ACS: 4.15.0.0
Hypervisor: KVM
OS: Ubuntu 20.04

In troubleshooting my last secondary storage issue I came across a repeating 
warning and error on the secondary storage VM and the compute host 
respectively. This is causing some issues and I'd like to know if anybody else 
has come across this or how to resolve it.

Exactly every 60 seconds I receive a lost connection info message followed by a 
reconnection attempt (which is always successful) which is then followed by a 
warning in the SSVM's case and an error in the compute host's case. The warning 
is an exception that is caught by java.lang.NumberFormatException and the error 
is a libvirt error. This also triggers an alert in the CloudStack UI. Here are 
the details.

First the logs from /var/log/cloud.log inside the SSVM:

2021-07-10 08:48:57,919 INFO  [cloud.agent.Agent] (Agent-Handler-2:null) Lost 
connection to host: bllcloudlb01.harmonywave.cloud. Attempting reconnection 
while we still have 0 commands in progress.
2021-07-10 08:48:57,945 INFO  [utils.nio.NioClient] (Agent-Handler-2:null) 
NioClient connection closed
2021-07-10 08:48:57,947 INFO  [cloud.agent.Agent] (Agent-Handler-2:null) 
Reconnecting to host:bllcloudlb01.harmonywave.cloud
2021-07-10 08:48:57,948 INFO  [utils.nio.NioClient] (Agent-Handler-2:null) 
Connecting to bllcloudlb01.harmonywave.cloud:8250
2021-07-10 08:48:57,954 INFO  [utils.nio.Link] (Agent-Handler-2:null) Conf file 
found: /usr/local/cloud/systemvm/conf/agent.properties
2021-07-10 08:48:58,664 INFO  [utils.nio.NioClient] (Agent-Handler-2:null) SSL: 
Handshake done
2021-07-10 08:48:58,665 INFO  [utils.nio.NioClient] (Agent-Handler-2:null) 
Connected to bllcloudlb01.harmonywave.cloud:8250
2021-07-10 08:48:58,729 INFO  [cloud.agent.Agent] (Agent-Handler-2:null) 

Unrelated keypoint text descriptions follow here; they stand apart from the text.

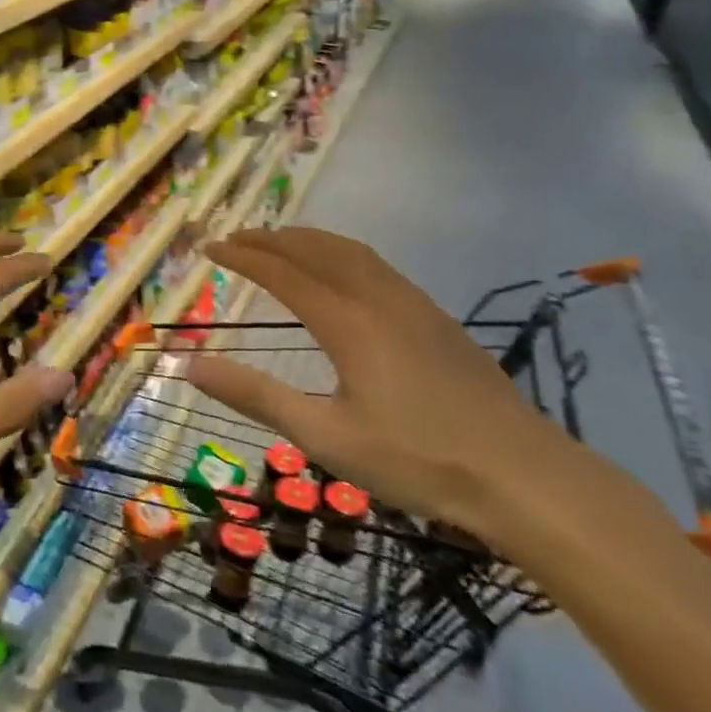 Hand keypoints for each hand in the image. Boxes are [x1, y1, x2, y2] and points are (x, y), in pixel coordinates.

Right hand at [187, 227, 592, 543]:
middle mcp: (378, 297)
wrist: (521, 473)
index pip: (282, 272)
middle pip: (315, 249)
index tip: (209, 247)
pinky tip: (342, 272)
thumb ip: (255, 396)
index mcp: (347, 321)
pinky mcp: (436, 316)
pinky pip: (375, 264)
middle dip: (270, 239)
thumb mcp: (324, 436)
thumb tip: (189, 364)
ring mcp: (412, 302)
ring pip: (350, 251)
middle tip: (235, 238)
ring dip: (308, 240)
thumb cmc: (416, 460)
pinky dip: (341, 252)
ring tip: (279, 242)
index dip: (242, 256) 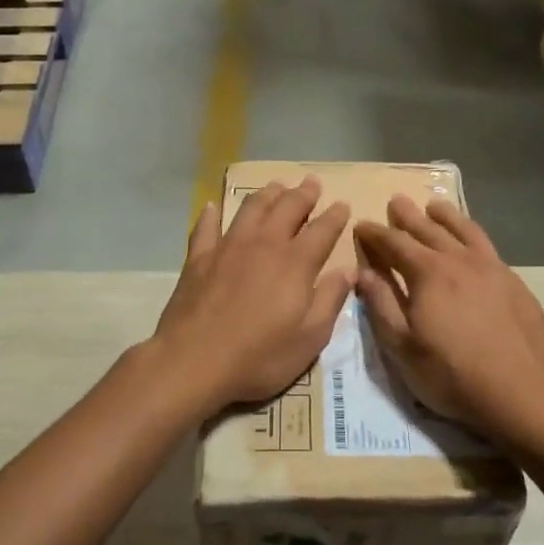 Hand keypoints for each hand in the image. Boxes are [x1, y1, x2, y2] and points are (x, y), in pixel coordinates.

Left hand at [153, 177, 352, 414]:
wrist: (194, 362)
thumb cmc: (260, 356)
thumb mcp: (310, 338)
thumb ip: (330, 300)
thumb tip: (349, 271)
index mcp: (296, 263)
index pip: (322, 230)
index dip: (335, 216)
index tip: (342, 205)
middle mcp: (264, 245)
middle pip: (287, 208)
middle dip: (303, 194)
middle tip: (311, 182)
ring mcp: (228, 248)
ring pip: (250, 209)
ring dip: (266, 194)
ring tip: (276, 186)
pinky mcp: (198, 259)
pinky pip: (205, 227)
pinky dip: (210, 214)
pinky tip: (211, 207)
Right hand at [353, 197, 543, 440]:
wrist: (518, 392)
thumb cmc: (450, 374)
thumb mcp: (401, 346)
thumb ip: (381, 304)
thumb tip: (363, 272)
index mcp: (429, 273)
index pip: (395, 243)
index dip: (375, 233)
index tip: (361, 225)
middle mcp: (461, 261)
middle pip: (430, 230)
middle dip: (408, 216)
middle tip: (396, 201)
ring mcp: (494, 270)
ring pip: (466, 232)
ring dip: (447, 216)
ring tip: (435, 206)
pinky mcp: (516, 285)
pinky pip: (490, 249)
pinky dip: (474, 238)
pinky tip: (473, 245) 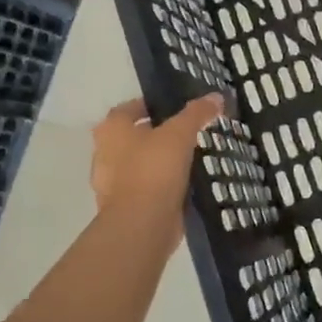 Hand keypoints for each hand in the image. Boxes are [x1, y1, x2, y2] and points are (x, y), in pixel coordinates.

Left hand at [91, 94, 222, 255]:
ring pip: (142, 163)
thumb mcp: (180, 133)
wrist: (142, 224)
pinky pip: (148, 187)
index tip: (177, 107)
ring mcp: (112, 183)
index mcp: (111, 130)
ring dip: (161, 161)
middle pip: (135, 136)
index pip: (131, 108)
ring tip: (191, 156)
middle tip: (188, 131)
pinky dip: (163, 184)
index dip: (153, 105)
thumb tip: (216, 97)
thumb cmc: (154, 169)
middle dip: (159, 134)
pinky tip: (186, 182)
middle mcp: (105, 154)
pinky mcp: (126, 207)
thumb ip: (197, 112) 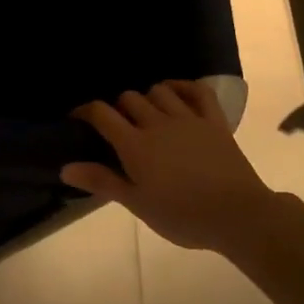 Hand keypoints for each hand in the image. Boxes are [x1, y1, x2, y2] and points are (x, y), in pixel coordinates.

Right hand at [63, 80, 275, 251]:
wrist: (237, 215)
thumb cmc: (182, 216)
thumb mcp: (137, 204)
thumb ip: (102, 181)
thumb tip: (65, 168)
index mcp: (135, 145)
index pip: (101, 114)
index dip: (85, 111)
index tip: (78, 119)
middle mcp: (158, 123)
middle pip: (128, 98)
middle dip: (117, 107)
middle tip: (116, 126)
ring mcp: (188, 119)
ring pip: (159, 91)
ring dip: (147, 97)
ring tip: (145, 114)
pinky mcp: (214, 121)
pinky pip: (198, 91)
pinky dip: (183, 87)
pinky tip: (175, 93)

Proccess agent startup answer, agent id = 0
2021-07-10 08:48:58,731 INFO  [cloud.agent.Agent] (Agent-Handler-2:null) Set 
agent id 0
2021-07-10 08:48:58,736 INFO  [cloud.agent.Agent] (Agent-Handler-2:null) 
Startup Response Received: agent id = 0
2021-07-10 08:48:59,128 INFO  [storage.resource.NfsSecondaryStorageResource] 

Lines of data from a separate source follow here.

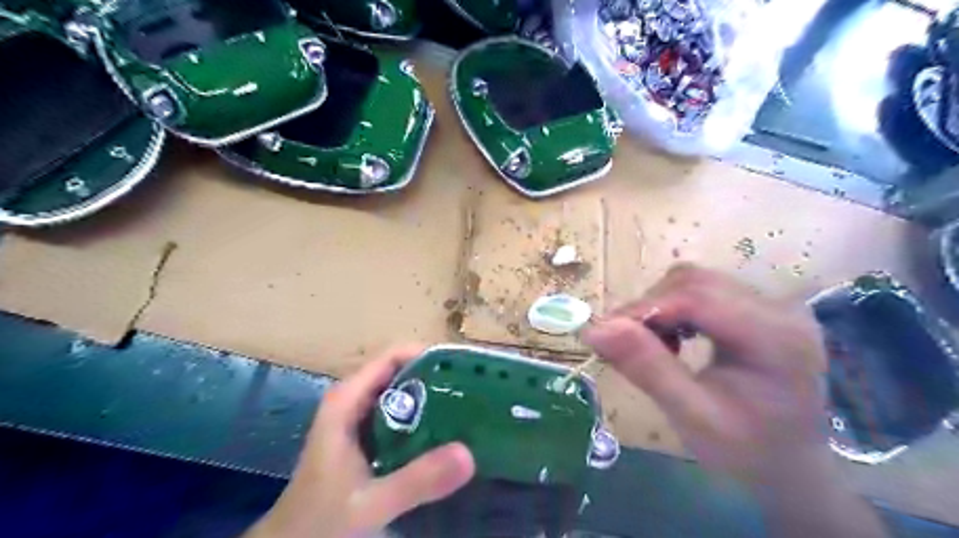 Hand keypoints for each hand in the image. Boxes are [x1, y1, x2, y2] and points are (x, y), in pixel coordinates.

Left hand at [244, 347, 474, 537]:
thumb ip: (416, 480)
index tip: (462, 366)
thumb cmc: (321, 520)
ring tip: (468, 404)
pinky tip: (446, 431)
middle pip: (400, 372)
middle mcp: (353, 400)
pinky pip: (399, 415)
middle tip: (474, 388)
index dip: (427, 355)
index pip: (392, 357)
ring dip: (432, 396)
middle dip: (435, 376)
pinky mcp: (365, 437)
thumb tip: (468, 454)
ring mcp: (358, 419)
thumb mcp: (370, 503)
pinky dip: (422, 417)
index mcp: (347, 400)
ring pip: (400, 393)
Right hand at [581, 266, 886, 537]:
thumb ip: (646, 368)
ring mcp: (771, 304)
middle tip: (624, 343)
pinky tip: (674, 337)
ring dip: (661, 306)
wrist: (790, 465)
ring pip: (695, 281)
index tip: (605, 334)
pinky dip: (676, 308)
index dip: (644, 309)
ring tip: (653, 345)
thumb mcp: (691, 416)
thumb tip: (594, 328)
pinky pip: (704, 290)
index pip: (697, 298)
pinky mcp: (759, 307)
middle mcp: (779, 308)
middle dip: (650, 307)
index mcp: (775, 337)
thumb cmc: (745, 451)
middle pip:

(agentRequest-Handler-2:null) Determined host 
bllcloudstg02-storage.harmonywave.cloud corresponds to IP 10.2.96.6
2021-07-10 08:48:59,132 INFO  [storage.resource.NfsSecondaryStorageResource] 
(agentRequest-Handler-2:null) Determined host 
bllcloudstg02-storage.harmonywave.cloud corresponds to IP 10.2.96.6
2021-07-10 08:49:02,799 INFO  [storage.resource.NfsSecondaryStorageResource] 

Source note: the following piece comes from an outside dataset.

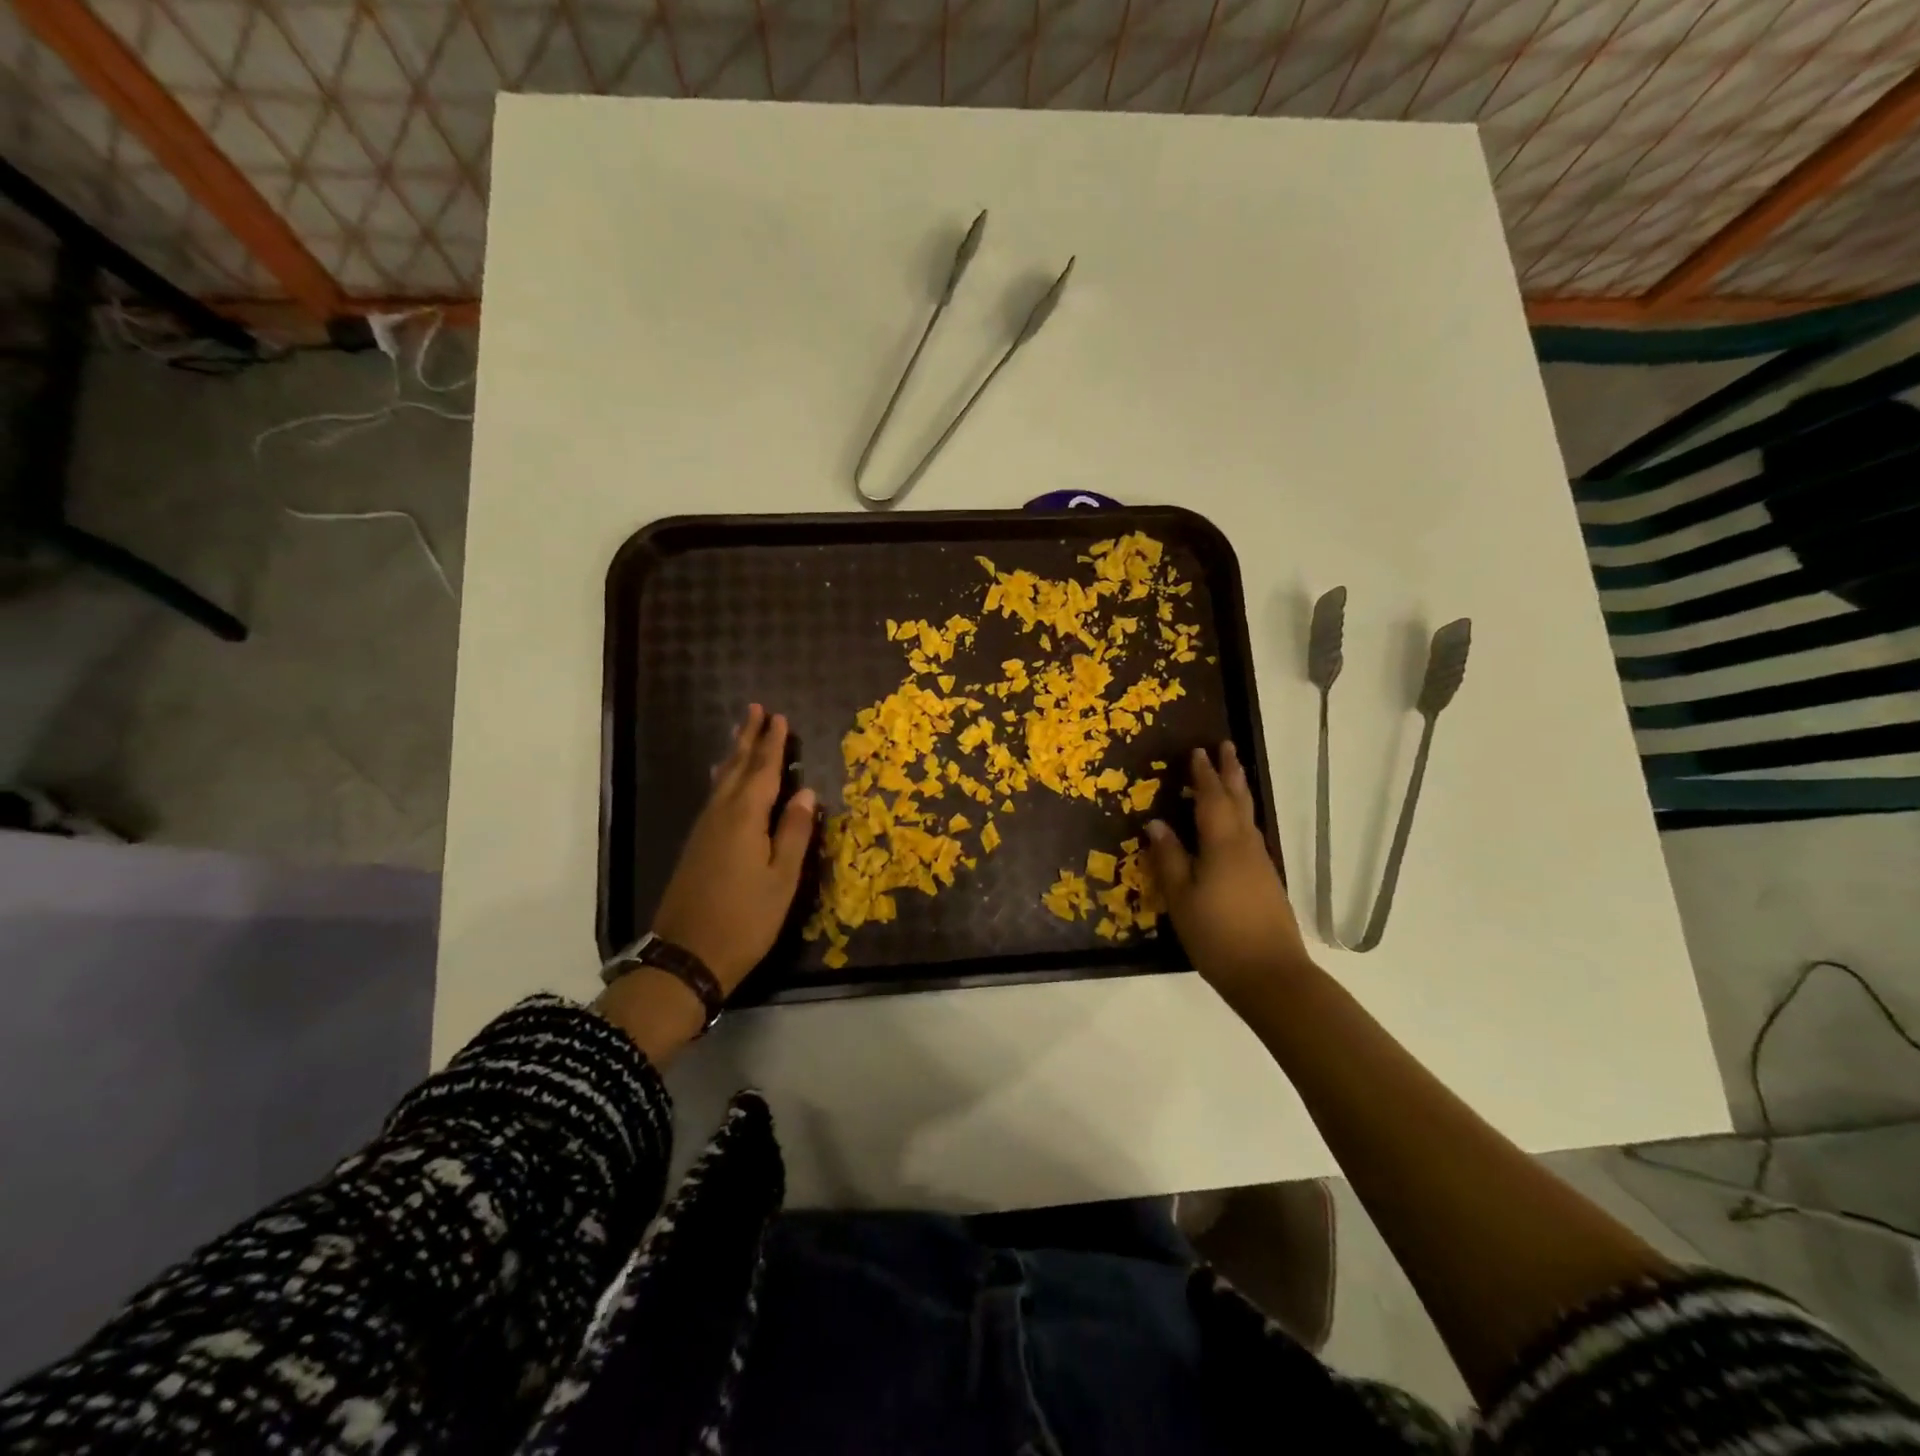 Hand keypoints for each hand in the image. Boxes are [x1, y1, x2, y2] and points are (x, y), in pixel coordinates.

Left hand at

(agentRequest-Handler-2:null) created a thread to start post upload server
2021-07-10 08:49:02,807 INFO  [handler.logging.LoggingHandler] 
(nioEventLoopGroup-310-1:null) [id: 0xab44bf4e] REGISTERED
2021-07-10 08:49:02,808 INFO  [handler.logging.LoggingHandler] 
(nioEventLoopGroup-310-1:null) [id: 0xab44bf4e] BIND(0.0.0.0/0.0.0.0:8210)
2021-07-10 08:49:02,808 INFO  [handler.logging.LoggingHandler] 
(nioEventLoopGroup-310-1:null) [id: 0xab44bf4e] CLOSE()
2021-07-10 08:49:02,809 INFO  [handler.logging.LoggingHandler] 
(nioEventLoopGroup-310-1:null) [id: 0xab44bf4e] UNREGISTERED
2021-07-10 08:49:02,816 INFO  [storage.resource.NfsSecondaryStorageResource] 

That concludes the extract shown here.